- Born: Naomi Achs March 4, 1946 (age 80) New York City, U.S.
- Education: Barnard College (BA) Columbia University (MA)
- Occupations: Screenwriter; director;
- Spouses: ; Eric Foner ​ ​(m. 1965; div. 1977)​ ; Stephen Gyllenhaal ​ ​(m. 1977; div. 2009)​
- Children: Maggie Gyllenhaal; Jake Gyllenhaal;

= Naomi Foner Gyllenhaal =

American screenwriter (born 1946)

Naomi Foner Gyllenhaal ( Achs; born March 4, 1946) is an American screenwriter and director. She received an Academy Award nomination for her Running on Empty (1988) screenplay. She is the mother of actors Maggie and Jake Gyllenhaal.

==Early life and education==
Foner was born in Brooklyn, New York City, the daughter of doctors Ruth (née Silbowitz; 1920–1968) and Samuel Achs (1919–2014). Her parents were both of Jewish ancestry. Her aunt was Freda (Silbowitz) Hertz (1915–2013), a lawyer. She was raised in a family of "high-achieving New York Jews." Her Ashkenazi Jewish grandparents emigrated from Eastern Europe (Russia and Poland).

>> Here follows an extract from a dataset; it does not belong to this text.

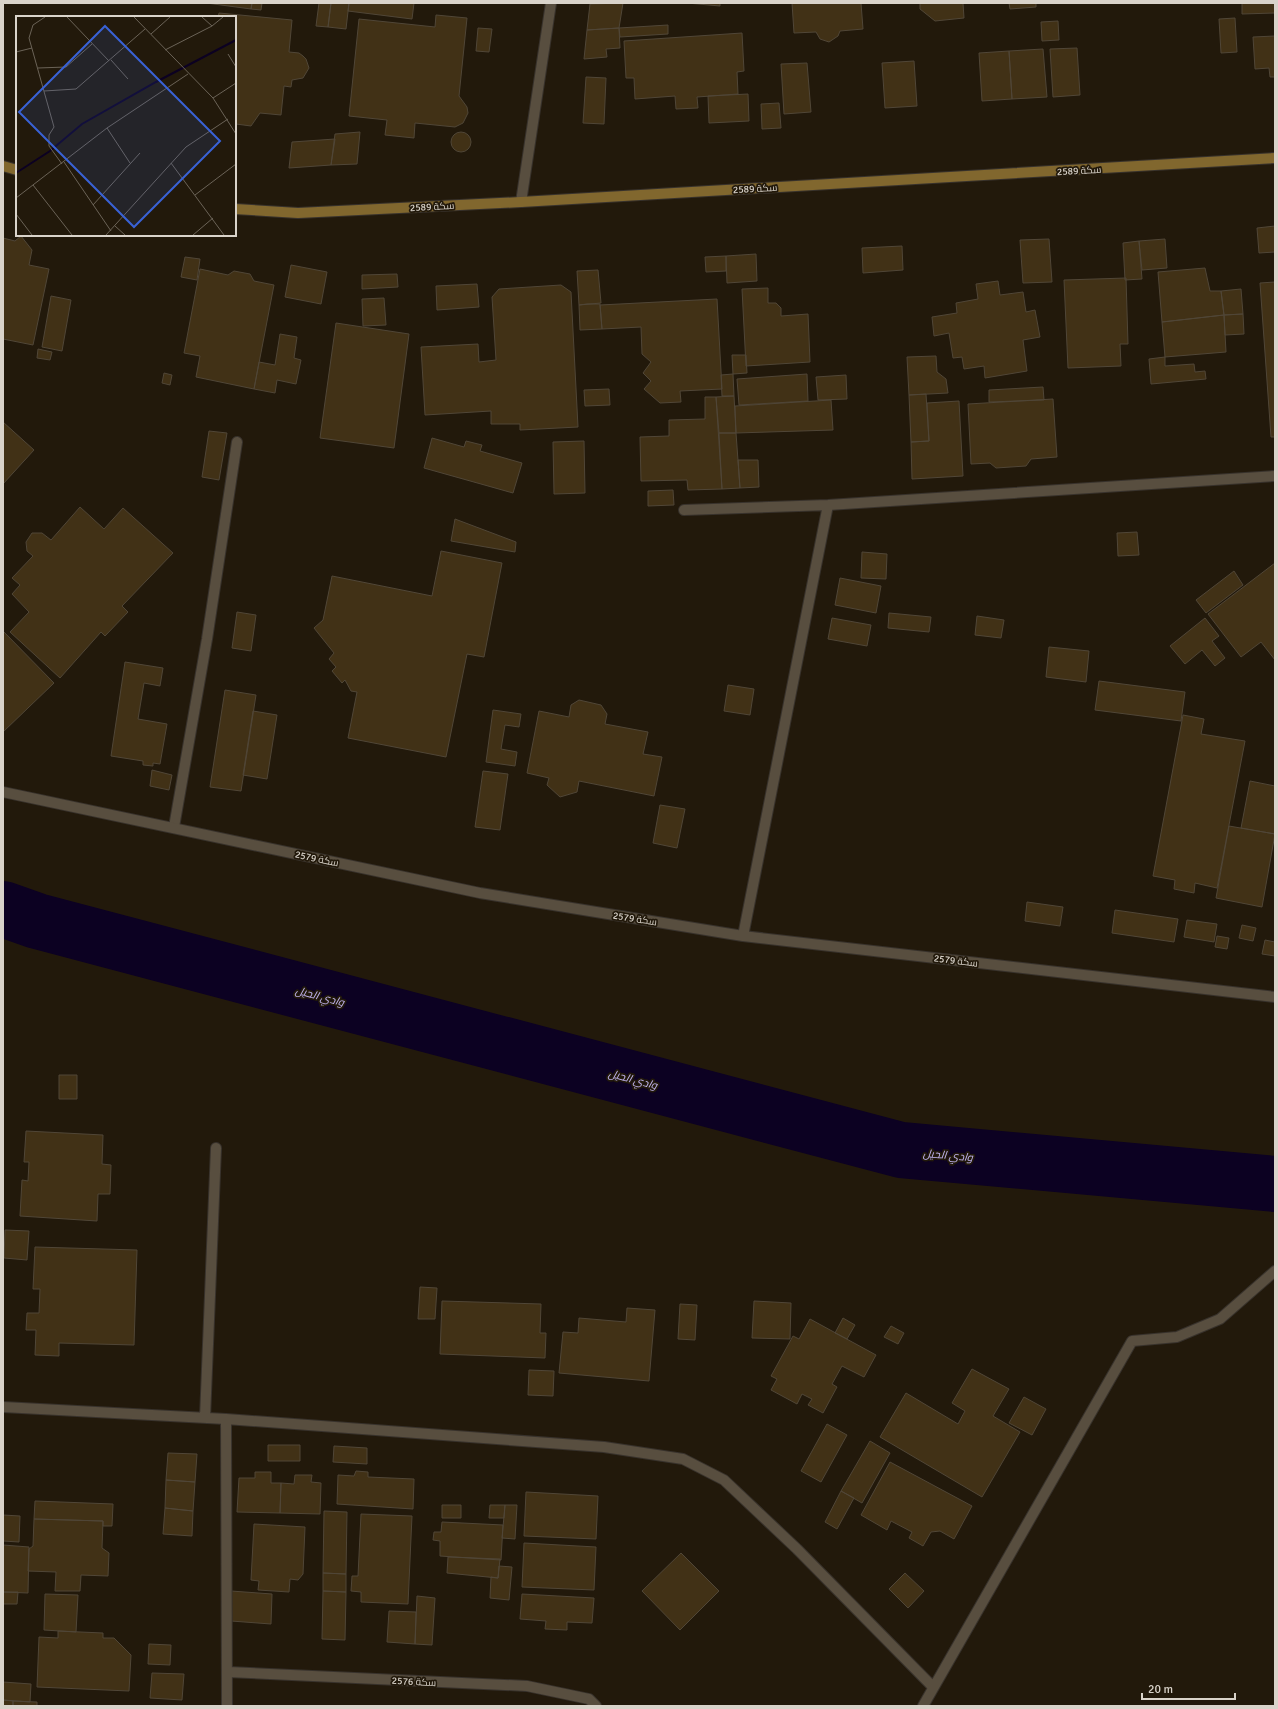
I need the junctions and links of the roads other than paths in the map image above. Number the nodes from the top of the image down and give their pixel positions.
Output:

She attended Barnard College in New York City, graduating with a BA degree in English. She later earned an MA degree in developmental psychology from Columbia University.

==Career==
She has written the screenplays for several feature films, including Running on Empty (for which she received an Academy Award nomination for Best Original Screenplay and won a Golden Globe Award for the same category), Losing Isaiah, and Bee Season. She was the Naomi referenced in the line "...what about Naomi?" at the end of each Love of Chair segment of The Electric Company, where she was an associate producer for two seasons.

In 2013, she made her directorial debut with Very Good Girls, starring Dakota Fanning and Elizabeth Olsen, which premiered at the 2013 Sundance Film Festival before attaining online and theatrical distribution in the U.S. with Tribeca Film. She collaborated on a script for an American-Chinese co-production titled Moon Flower of Flying Tigers, which was to be co-produced by Ann An and Paula Wagner and based upon the book by Gao Demin.

==Personal life==
Naomi Foner's first husband was Eric Foner, a historian and Columbia University professor, whom she married in 1965 and divorced in 1977. Her second marriage was to film director Stephen Gyllenhaal, from 1977 until their divorce in 2009. They have collaborated professionally and have two children together, actors Maggie Gyllenhaal (b. 1977) and Jake Gyllenhaal (b. 1980).